## Work instruction
Go line by line through the entries and show those that hold the string "topology".

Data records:
===============
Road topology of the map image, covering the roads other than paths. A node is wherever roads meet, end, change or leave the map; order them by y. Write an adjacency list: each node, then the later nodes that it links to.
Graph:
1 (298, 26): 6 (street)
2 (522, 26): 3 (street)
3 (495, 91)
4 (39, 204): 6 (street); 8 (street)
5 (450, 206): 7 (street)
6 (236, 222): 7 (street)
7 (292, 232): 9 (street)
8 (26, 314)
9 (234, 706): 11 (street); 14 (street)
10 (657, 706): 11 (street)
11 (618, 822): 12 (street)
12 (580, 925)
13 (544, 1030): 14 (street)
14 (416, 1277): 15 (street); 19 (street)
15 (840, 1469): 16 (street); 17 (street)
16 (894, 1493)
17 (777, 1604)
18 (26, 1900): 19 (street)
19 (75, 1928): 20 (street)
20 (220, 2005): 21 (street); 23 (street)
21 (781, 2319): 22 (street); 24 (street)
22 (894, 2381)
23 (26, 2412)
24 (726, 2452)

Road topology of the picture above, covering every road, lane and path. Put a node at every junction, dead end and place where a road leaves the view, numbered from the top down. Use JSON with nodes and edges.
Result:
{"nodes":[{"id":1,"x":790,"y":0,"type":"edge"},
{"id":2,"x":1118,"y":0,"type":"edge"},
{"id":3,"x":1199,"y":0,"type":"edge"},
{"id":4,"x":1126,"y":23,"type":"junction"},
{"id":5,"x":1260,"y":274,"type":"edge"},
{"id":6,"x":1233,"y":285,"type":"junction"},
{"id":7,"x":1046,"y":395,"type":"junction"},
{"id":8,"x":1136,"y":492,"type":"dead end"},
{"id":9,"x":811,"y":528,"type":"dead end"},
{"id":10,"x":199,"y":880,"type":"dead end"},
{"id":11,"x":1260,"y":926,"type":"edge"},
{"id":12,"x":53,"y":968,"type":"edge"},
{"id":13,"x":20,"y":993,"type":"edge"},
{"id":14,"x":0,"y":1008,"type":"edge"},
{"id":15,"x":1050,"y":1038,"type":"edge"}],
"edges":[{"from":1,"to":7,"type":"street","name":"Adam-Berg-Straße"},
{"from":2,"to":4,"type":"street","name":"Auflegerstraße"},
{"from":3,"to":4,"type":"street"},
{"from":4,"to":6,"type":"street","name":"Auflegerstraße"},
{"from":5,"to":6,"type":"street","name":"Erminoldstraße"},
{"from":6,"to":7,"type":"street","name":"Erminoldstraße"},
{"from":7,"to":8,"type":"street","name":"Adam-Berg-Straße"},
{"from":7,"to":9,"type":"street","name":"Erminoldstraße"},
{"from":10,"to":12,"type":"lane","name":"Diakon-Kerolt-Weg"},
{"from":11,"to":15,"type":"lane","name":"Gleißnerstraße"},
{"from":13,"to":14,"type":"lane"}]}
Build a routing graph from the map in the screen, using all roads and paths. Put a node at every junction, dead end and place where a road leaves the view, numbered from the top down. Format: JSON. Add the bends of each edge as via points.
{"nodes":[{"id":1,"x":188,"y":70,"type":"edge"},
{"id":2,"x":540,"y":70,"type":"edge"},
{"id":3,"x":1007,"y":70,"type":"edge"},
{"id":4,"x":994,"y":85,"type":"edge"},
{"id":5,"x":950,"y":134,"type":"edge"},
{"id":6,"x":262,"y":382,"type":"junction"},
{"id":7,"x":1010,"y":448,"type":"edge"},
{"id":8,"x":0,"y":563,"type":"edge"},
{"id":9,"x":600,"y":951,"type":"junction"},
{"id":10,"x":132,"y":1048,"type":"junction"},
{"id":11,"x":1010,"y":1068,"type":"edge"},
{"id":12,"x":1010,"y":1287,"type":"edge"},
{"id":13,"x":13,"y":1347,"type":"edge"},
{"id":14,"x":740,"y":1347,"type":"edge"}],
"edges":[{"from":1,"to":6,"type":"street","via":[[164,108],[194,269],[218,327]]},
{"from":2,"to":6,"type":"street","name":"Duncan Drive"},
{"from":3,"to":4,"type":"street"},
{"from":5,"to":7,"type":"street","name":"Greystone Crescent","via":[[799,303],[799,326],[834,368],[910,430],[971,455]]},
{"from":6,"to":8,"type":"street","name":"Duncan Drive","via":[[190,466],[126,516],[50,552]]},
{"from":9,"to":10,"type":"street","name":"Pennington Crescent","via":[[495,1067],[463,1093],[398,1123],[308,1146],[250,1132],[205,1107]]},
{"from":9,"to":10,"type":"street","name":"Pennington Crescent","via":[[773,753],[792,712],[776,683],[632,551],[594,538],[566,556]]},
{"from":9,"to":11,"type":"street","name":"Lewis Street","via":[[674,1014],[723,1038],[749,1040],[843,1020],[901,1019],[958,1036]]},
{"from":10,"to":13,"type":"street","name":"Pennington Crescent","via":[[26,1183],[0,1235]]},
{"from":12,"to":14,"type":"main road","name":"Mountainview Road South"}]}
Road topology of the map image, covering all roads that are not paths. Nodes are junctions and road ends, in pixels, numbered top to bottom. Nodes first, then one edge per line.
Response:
===============
## Result of the exercise
Road topology of the map image, covering the roads other than paths. A node is wherever roads meet, end, change or leave the map; order them by y. Write an adjacency list: each node, then the later nodes that it links to.
Road topology of the picture above, covering every road, lane and path. Put a node at every junction, dead end and place where a road leaves the view, numbered from the top down. Use JSON with nodes and edges.
Road topology of the map image, covering all roads that are not paths. Nodes are junctions and road ends, in pixels, numbered top to bottom. Nodes first, then one edge per line.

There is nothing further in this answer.